## INPUT RECORDS:
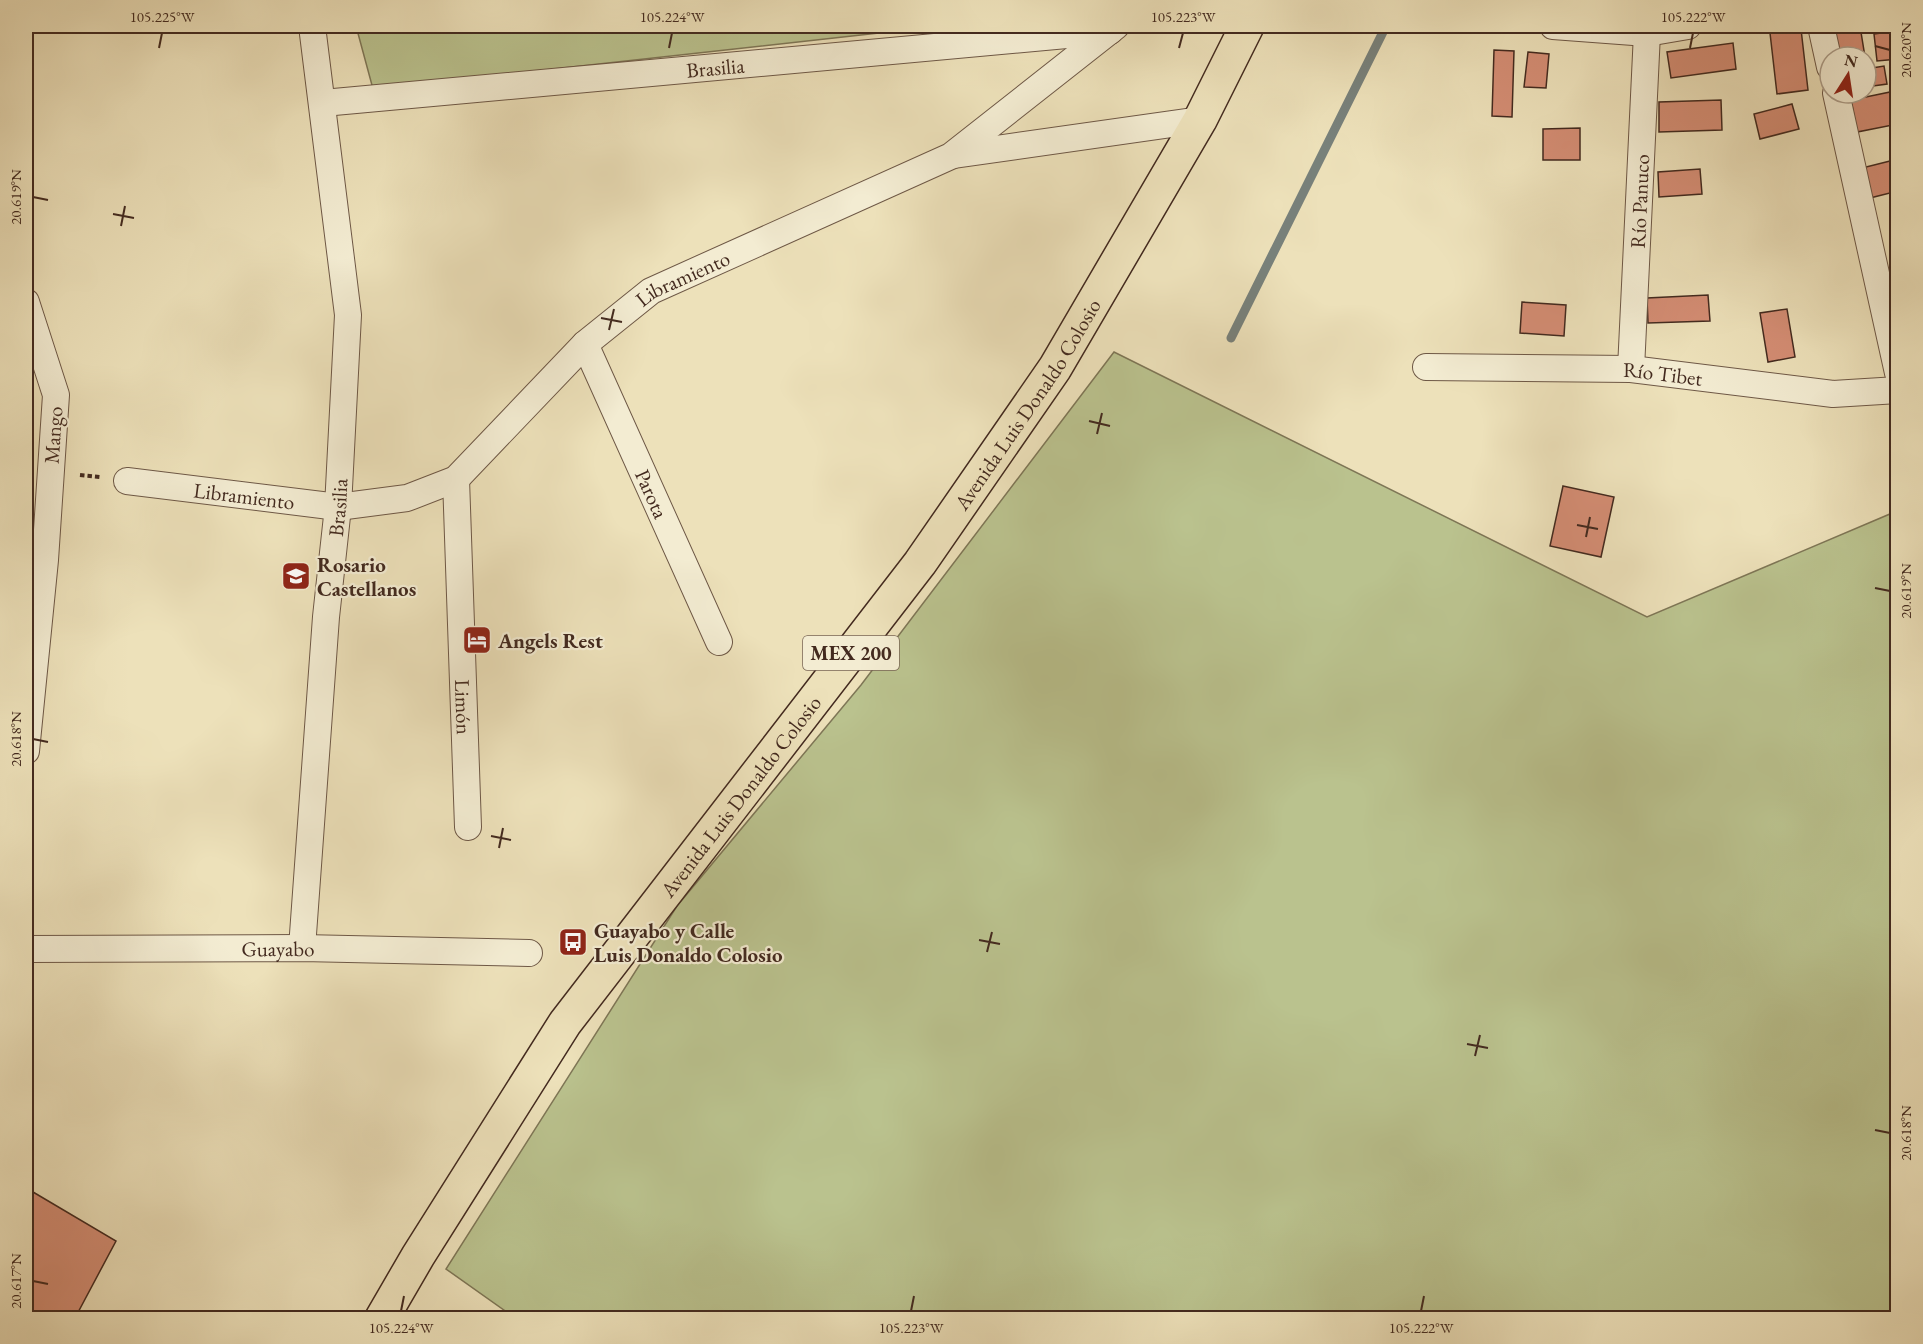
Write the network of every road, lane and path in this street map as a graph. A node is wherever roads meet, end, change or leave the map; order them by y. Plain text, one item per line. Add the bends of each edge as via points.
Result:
1 (312, 26) edge
2 (1247, 26) edge
3 (1553, 26) edge
4 (1688, 26) edge
5 (1821, 26) edge
6 (1113, 28) edge
7 (1647, 33) junction
8 (1825, 45) edge
9 (323, 103) junction
10 (1839, 105) edge
11 (1200, 120) junction
12 (951, 156) junction
13 (26, 303) edge
14 (585, 344) junction
15 (1426, 367) dead end
16 (1630, 369) junction
17 (1898, 373) edge
18 (1898, 390) edge
19 (51, 470) junction
20 (456, 478) junction
21 (127, 481) joint
22 (338, 507) junction
23 (719, 642) dead end
24 (26, 751) edge
25 (468, 827) dead end
26 (302, 948) junction
27 (26, 949) edge
28 (529, 953) dead end
29 (382, 1318) edge

1 - 9 street, Brasilia
2 - 11 main road, Avenida Luis Donaldo Colosio / MEX 200
3 - 7 street
4 - 7 street
5 - 8 street
6 - 9 street, Brasilia
6 - 12 street, Libramiento
7 - 16 street, Río Panuco
9 - 22 street, Brasilia via 348,315
10 - 17 street
11 - 12 street
11 - 29 main road, Avenida Luis Donaldo Colosio / MEX 200 via 1055,368 920,563 565,1023
12 - 14 street, Libramiento via 651,291
13 - 19 street, Mango via 56,395
14 - 20 street, Libramiento
14 - 23 street, Parota
15 - 16 street, Río Tibet
16 - 18 street, Río Tibet via 1833,394
19 - 21 path
19 - 24 street, Mango
20 - 22 street, Libramiento via 407,498
20 - 25 street, Limón
21 - 22 street, Libramiento
22 - 26 street, Brasilia via 326,617
26 - 27 street, Guayabo
26 - 28 street, Guayabo

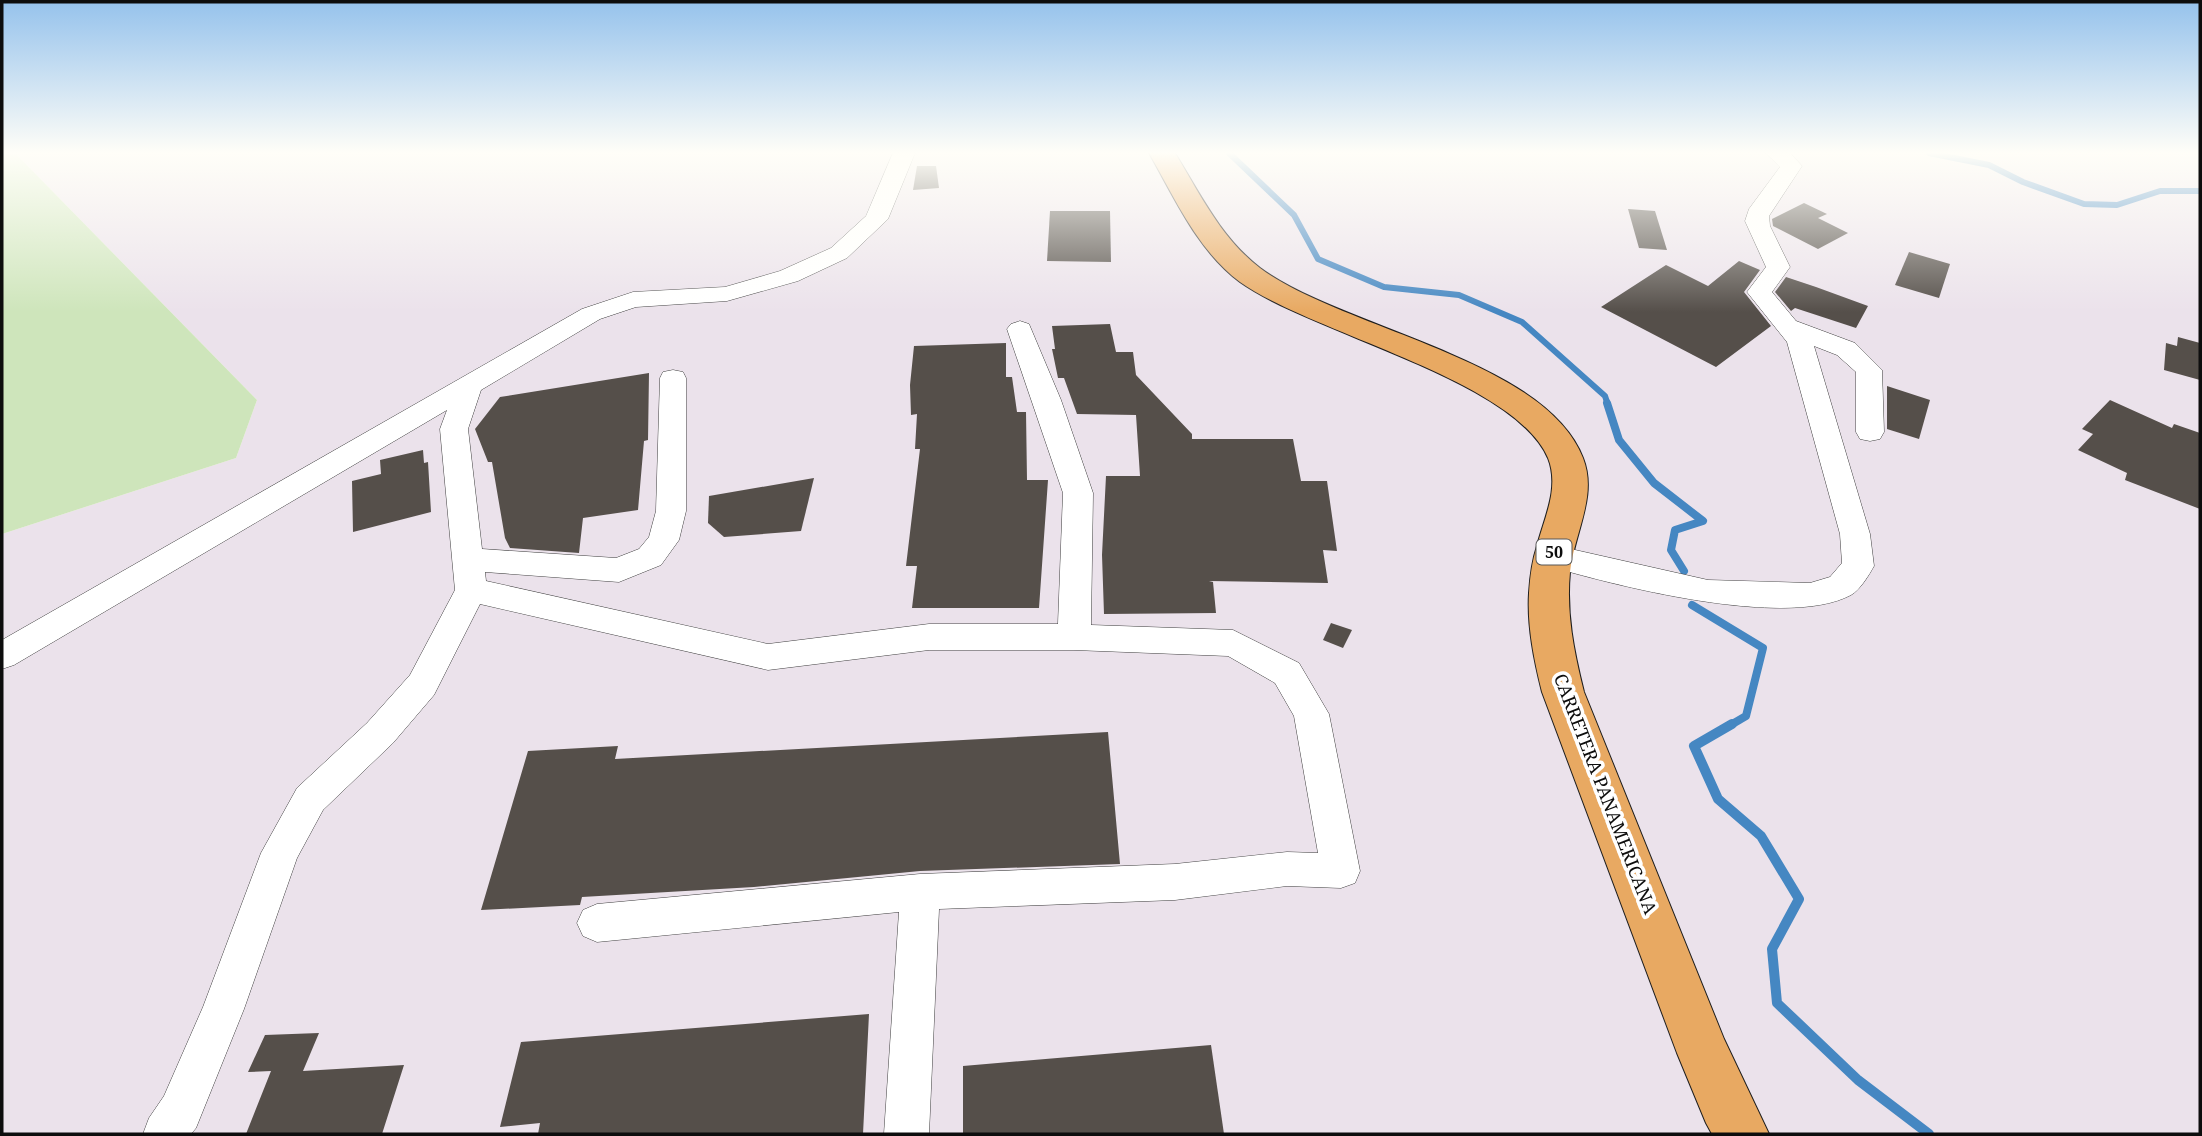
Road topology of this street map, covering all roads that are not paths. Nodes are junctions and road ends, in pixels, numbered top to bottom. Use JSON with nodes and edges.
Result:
{"nodes":[{"id":1,"x":882,"y":206,"type":"edge"},
{"id":2,"x":1194,"y":206,"type":"edge"},
{"id":3,"x":1762,"y":206,"type":"edge"},
{"id":4,"x":1790,"y":327,"type":"junction"},
{"id":5,"x":1020,"y":329,"type":"dead end"},
{"id":6,"x":673,"y":378,"type":"dead end"},
{"id":7,"x":469,"y":385,"type":"junction"},
{"id":8,"x":1870,"y":432,"type":"dead end"},
{"id":9,"x":1553,"y":556,"type":"junction"},
{"id":10,"x":470,"y":575,"type":"junction"},
{"id":11,"x":1074,"y":636,"type":"junction"},
{"id":12,"x":2,"y":656,"type":"edge"},
{"id":13,"x":920,"y":892,"type":"junction"},
{"id":14,"x":597,"y":922,"type":"dead end"},
{"id":15,"x":175,"y":1127,"type":"edge"},
{"id":16,"x":906,"y":1134,"type":"edge"},
{"id":17,"x":1742,"y":1134,"type":"edge"}],
"edges":[{"from":1,"to":7,"type":"street"},
{"from":2,"to":9,"type":"highway","name":"CARRETERA PANAMERICANA","number":"50"},
{"from":3,"to":4,"type":"street"},
{"from":4,"to":8,"type":"street"},
{"from":4,"to":9,"type":"street"},
{"from":5,"to":11,"type":"street"},
{"from":6,"to":10,"type":"street"},
{"from":7,"to":10,"type":"street"},
{"from":7,"to":12,"type":"street"},
{"from":9,"to":17,"type":"highway","name":"CARRETERA PANAMERICANA","number":"50"},
{"from":10,"to":11,"type":"street"},
{"from":10,"to":15,"type":"street"},
{"from":11,"to":13,"type":"street"},
{"from":13,"to":14,"type":"street"},
{"from":13,"to":16,"type":"street"}]}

## AIM OF THE TASK:
Word for word, write out each line of the records, but leave the pictures behind.

## ANSWER TO THIS EXERCISE:
Write the network of every road, lane and path in this street map as a graph. A node is wherever roads meet, end, change or leave the map; order them by y. Plain text, one item per line. Add the bends of each edge as via points.
Result:
1 (312, 26) edge
2 (1247, 26) edge
3 (1553, 26) edge
4 (1688, 26) edge
5 (1821, 26) edge
6 (1113, 28) edge
7 (1647, 33) junction
8 (1825, 45) edge
9 (323, 103) junction
10 (1839, 105) edge
11 (1200, 120) junction
12 (951, 156) junction
13 (26, 303) edge
14 (585, 344) junction
15 (1426, 367) dead end
16 (1630, 369) junction
17 (1898, 373) edge
18 (1898, 390) edge
19 (51, 470) junction
20 (456, 478) junction
21 (127, 481) joint
22 (338, 507) junction
23 (719, 642) dead end
24 (26, 751) edge
25 (468, 827) dead end
26 (302, 948) junction
27 (26, 949) edge
28 (529, 953) dead end
29 (382, 1318) edge

1 - 9 street, Brasilia
2 - 11 main road, Avenida Luis Donaldo Colosio / MEX 200
3 - 7 street
4 - 7 street
5 - 8 street
6 - 9 street, Brasilia
6 - 12 street, Libramiento
7 - 16 street, Río Panuco
9 - 22 street, Brasilia via 348,315
10 - 17 street
11 - 12 street
11 - 29 main road, Avenida Luis Donaldo Colosio / MEX 200 via 1055,368 920,563 565,1023
12 - 14 street, Libramiento via 651,291
13 - 19 street, Mango via 56,395
14 - 20 street, Libramiento
14 - 23 street, Parota
15 - 16 street, Río Tibet
16 - 18 street, Río Tibet via 1833,394
19 - 21 path
19 - 24 street, Mango
20 - 22 street, Libramiento via 407,498
20 - 25 street, Limón
21 - 22 street, Libramiento
22 - 26 street, Brasilia via 326,617
26 - 27 street, Guayabo
26 - 28 street, Guayabo

Road topology of this street map, covering all roads that are not paths. Nodes are junctions and road ends, in pixels, numbered top to bottom. Use JSON with nodes and edges.
Result:
{"nodes":[{"id":1,"x":882,"y":206,"type":"edge"},
{"id":2,"x":1194,"y":206,"type":"edge"},
{"id":3,"x":1762,"y":206,"type":"edge"},
{"id":4,"x":1790,"y":327,"type":"junction"},
{"id":5,"x":1020,"y":329,"type":"dead end"},
{"id":6,"x":673,"y":378,"type":"dead end"},
{"id":7,"x":469,"y":385,"type":"junction"},
{"id":8,"x":1870,"y":432,"type":"dead end"},
{"id":9,"x":1553,"y":556,"type":"junction"},
{"id":10,"x":470,"y":575,"type":"junction"},
{"id":11,"x":1074,"y":636,"type":"junction"},
{"id":12,"x":2,"y":656,"type":"edge"},
{"id":13,"x":920,"y":892,"type":"junction"},
{"id":14,"x":597,"y":922,"type":"dead end"},
{"id":15,"x":175,"y":1127,"type":"edge"},
{"id":16,"x":906,"y":1134,"type":"edge"},
{"id":17,"x":1742,"y":1134,"type":"edge"}],
"edges":[{"from":1,"to":7,"type":"street"},
{"from":2,"to":9,"type":"highway","name":"CARRETERA PANAMERICANA","number":"50"},
{"from":3,"to":4,"type":"street"},
{"from":4,"to":8,"type":"street"},
{"from":4,"to":9,"type":"street"},
{"from":5,"to":11,"type":"street"},
{"from":6,"to":10,"type":"street"},
{"from":7,"to":10,"type":"street"},
{"from":7,"to":12,"type":"street"},
{"from":9,"to":17,"type":"highway","name":"CARRETERA PANAMERICANA","number":"50"},
{"from":10,"to":11,"type":"street"},
{"from":10,"to":15,"type":"street"},
{"from":11,"to":13,"type":"street"},
{"from":13,"to":14,"type":"street"},
{"from":13,"to":16,"type":"street"}]}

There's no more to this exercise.